| What is needed |
Retype exactly the lines from the line with "thumb ip: (393, 311)" to the end of the data, keeping both boundary lines.

| Given data |
══════════

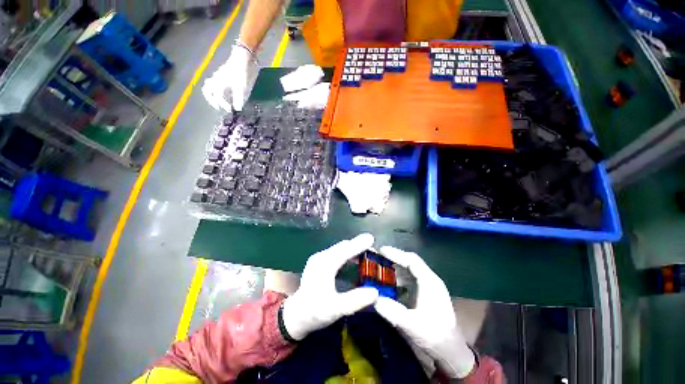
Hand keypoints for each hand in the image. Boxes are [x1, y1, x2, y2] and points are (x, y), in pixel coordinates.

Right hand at [202, 43, 258, 111]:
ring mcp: (219, 74)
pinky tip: (227, 93)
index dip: (223, 105)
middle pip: (208, 90)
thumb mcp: (242, 87)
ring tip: (221, 101)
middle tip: (219, 107)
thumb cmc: (242, 72)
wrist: (244, 56)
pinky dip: (218, 89)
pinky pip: (215, 81)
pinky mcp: (224, 72)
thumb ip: (239, 99)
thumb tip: (237, 109)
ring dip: (214, 94)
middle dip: (212, 100)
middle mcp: (216, 79)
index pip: (217, 96)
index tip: (231, 111)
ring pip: (210, 85)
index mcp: (219, 83)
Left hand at [282, 233, 378, 339]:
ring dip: (353, 249)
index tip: (371, 238)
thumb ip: (356, 300)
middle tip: (374, 252)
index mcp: (324, 265)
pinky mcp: (319, 261)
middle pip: (343, 246)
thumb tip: (376, 292)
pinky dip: (348, 254)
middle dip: (358, 246)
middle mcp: (321, 257)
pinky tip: (355, 260)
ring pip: (340, 248)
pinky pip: (337, 253)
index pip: (344, 250)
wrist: (297, 315)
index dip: (358, 244)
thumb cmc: (315, 312)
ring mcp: (319, 258)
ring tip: (367, 255)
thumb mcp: (336, 309)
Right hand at [374, 247, 475, 378]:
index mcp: (430, 282)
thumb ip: (393, 311)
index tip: (381, 251)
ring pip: (409, 270)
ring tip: (379, 267)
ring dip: (395, 267)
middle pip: (410, 262)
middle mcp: (430, 280)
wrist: (450, 351)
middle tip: (376, 258)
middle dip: (393, 258)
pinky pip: (410, 278)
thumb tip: (373, 298)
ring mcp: (428, 286)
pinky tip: (388, 282)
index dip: (396, 253)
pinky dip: (398, 276)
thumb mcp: (412, 325)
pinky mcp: (425, 293)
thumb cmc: (434, 336)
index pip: (412, 260)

══════════

| Reply |
thumb ip: (393, 311)
index tip: (381, 251)
ring pip: (409, 270)
ring tip: (379, 267)
ring dip: (395, 267)
middle pip: (410, 262)
middle mcp: (430, 280)
wrist: (450, 351)
middle tip: (376, 258)
middle dip: (393, 258)
pinky pip: (410, 278)
thumb tip: (373, 298)
ring mcp: (428, 286)
pinky tip: (388, 282)
index dip: (396, 253)
pinky dip: (398, 276)
thumb mcp: (412, 325)
pinky mcp: (425, 293)
thumb cmc: (434, 336)
index pip: (412, 260)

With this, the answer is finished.